Miss Madigan blinked reflectively. Her acquaintance with the stately and wealthy Mrs. Warren Pemberton was her most prized social connection. What could have occurred?
"Why, of course, of course!" she laughed after a bit, pleasantly, still trying to remember what the girls had gossiped about. "Delightful, wasn't it?"
Mrs. Pemberton lifted her plumed head with a slow and terrible solemnity. "De-lightful, Miss Madigan, de-lightful!"
The smile vanished from Miss Madigan's face. "I hope, dear Mrs.
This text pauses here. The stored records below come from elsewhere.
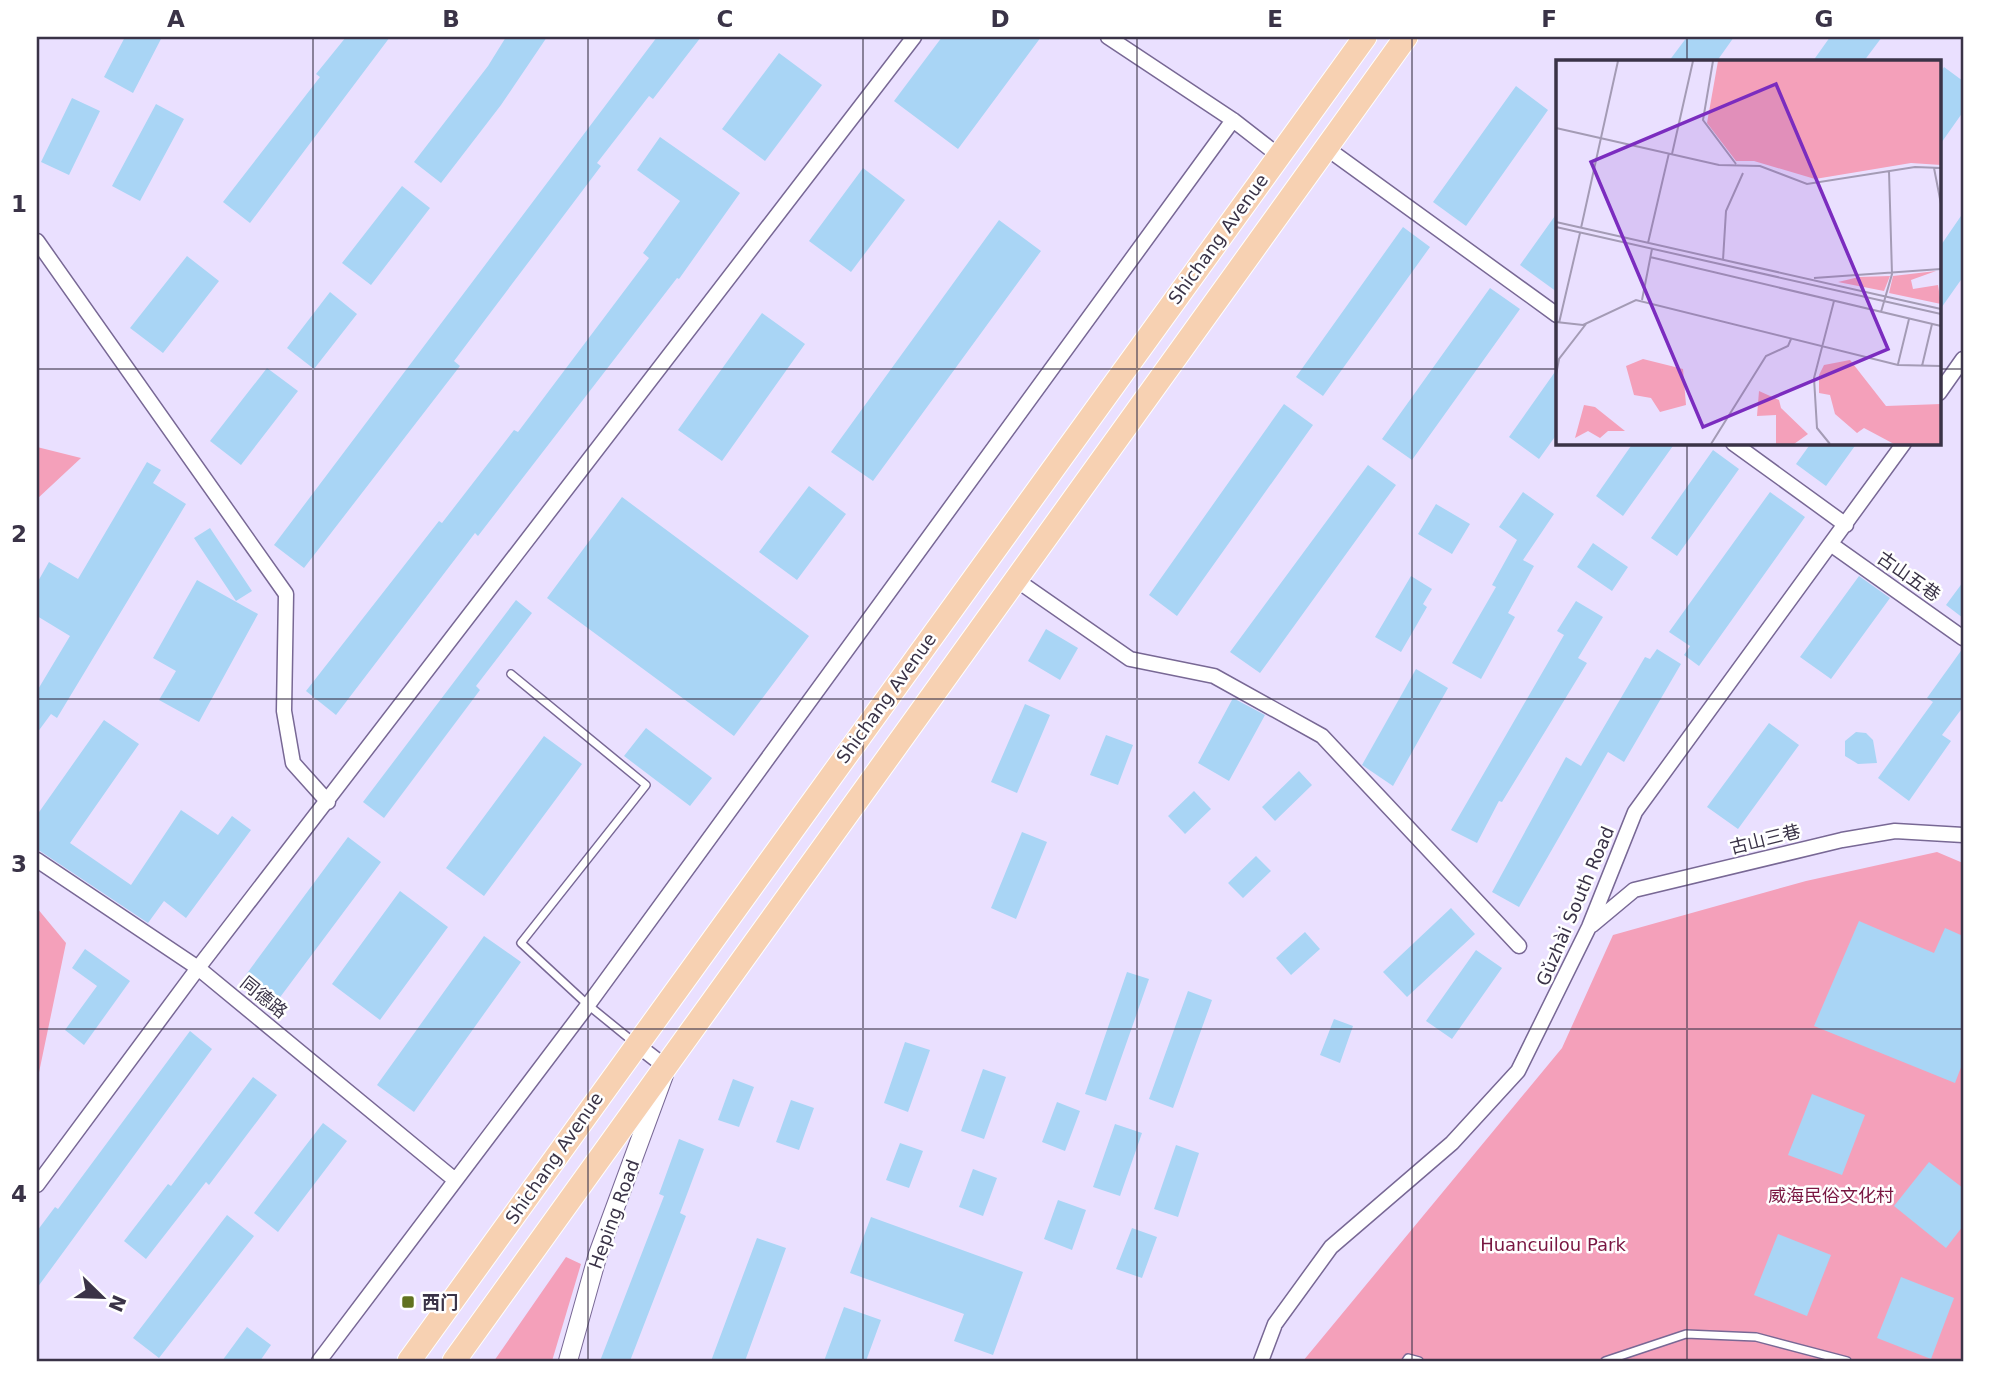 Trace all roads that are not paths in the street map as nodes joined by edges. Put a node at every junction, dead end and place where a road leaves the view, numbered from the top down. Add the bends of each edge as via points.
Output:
1 (914, 37) edge
2 (1108, 37) edge
3 (1365, 37) edge
4 (1406, 37) edge
5 (1233, 120) junction
6 (1325, 147) junction
7 (1278, 155) junction
8 (37, 241) edge
9 (1556, 314) edge
10 (1963, 359) edge
11 (1940, 393) edge
12 (1734, 444) edge
13 (1903, 444) edge
14 (1846, 525) junction
15 (1832, 545) junction
16 (1015, 579) junction
17 (1963, 638) edge
18 (512, 674) dead end
19 (328, 802) junction
20 (1963, 835) edge
21 (37, 860) edge
22 (1589, 927) junction
23 (1519, 946) dead end
24 (198, 968) junction
25 (588, 1005) junction
26 (636, 1044) junction
27 (667, 1069) junction
28 (455, 1180) junction
29 (37, 1185) edge
30 (319, 1361) edge
31 (409, 1361) edge
32 (454, 1361) edge
33 (568, 1361) edge
34 (1261, 1361) edge
35 (1406, 1361) edge
36 (1419, 1361) edge
37 (1605, 1361) edge
38 (1847, 1361) edge

1 - 19 street
2 - 5 street
3 - 7 main road, Shichang Avenue
4 - 6 main road, Shichang Avenue
5 - 7 street
5 - 25 street
6 - 9 street
6 - 16 main road, Shichang Avenue
7 - 26 main road, Shichang Avenue
8 - 19 street via 286,594 284,711 293,763
10 - 11 street
12 - 14 street
13 - 14 street, Gǔzhài South Road
14 - 15 street, Gǔzhài South Road
15 - 17 street, 古山五巷
15 - 22 street, Gǔzhài South Road via 1635,812
16 - 23 street via 1130,659 1214,676 1322,736
16 - 27 main road, Shichang Avenue
18 - 25 lane via 646,785 522,943
19 - 24 street
20 - 22 street, 古山三巷 via 1895,831 1634,890
21 - 24 street, 同德路
22 - 34 street, Gǔzhài South Road via 1518,1071 1452,1143 1331,1247 1275,1324
24 - 28 street, 同德路
24 - 29 street
25 - 26 lane
25 - 28 street
26 - 27 street
26 - 31 main road, Shichang Avenue
27 - 32 main road, Shichang Avenue
27 - 33 street, Heping Road via 598,1254
28 - 30 street
35 - 36 lane
37 - 38 lane via 1686,1334 1756,1337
Pemberton, that the girls did nothing that--that--They're such madcaps, and their father never will--"
Miss Madigan's distress touched her august visitor. "I trust this," she said significantly, "will be a lesson to Mr. Madigan."
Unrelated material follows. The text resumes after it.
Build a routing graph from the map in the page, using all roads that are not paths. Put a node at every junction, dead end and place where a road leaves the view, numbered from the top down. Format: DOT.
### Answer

"What--what will? If there's a lesson for Madigan, let him have it direct, Mrs. Pemberton."
Lying flat on her stomach beneath the window, Sissy heard her father's voice come clanging harshly on the lighter-timbred dialogue. Cautiously she raised herself on her elbow and let a single eye peer through the curtain at the group within. There, with his paint-pot in his hand, his brush and his pipe in the other, his unique nightcap rakishly on one side and drawn over his white head to protect it from the paint, Madigan stood in his overalls and heavy shirt--his Michelangelo costume, Kate had called it. He had been regilding an old mirror in his room, and having some gilt left at the bottom of his can, he was going about the house in search of tarnished articles of virtue.
"Oh, Francis!" exclaimed his sister.
"Why, how do you do, Mr. Madigan?" said Mrs. Pemberton, bravely, putting out her hand. "I did not know you were within hearing."
"Or you wouldn't have offered the lesson? Well, give it to me, now that I am here. No, I won't shake hands; mine are all sticky with gilt." He rested his elbow on his hip and stood at ease.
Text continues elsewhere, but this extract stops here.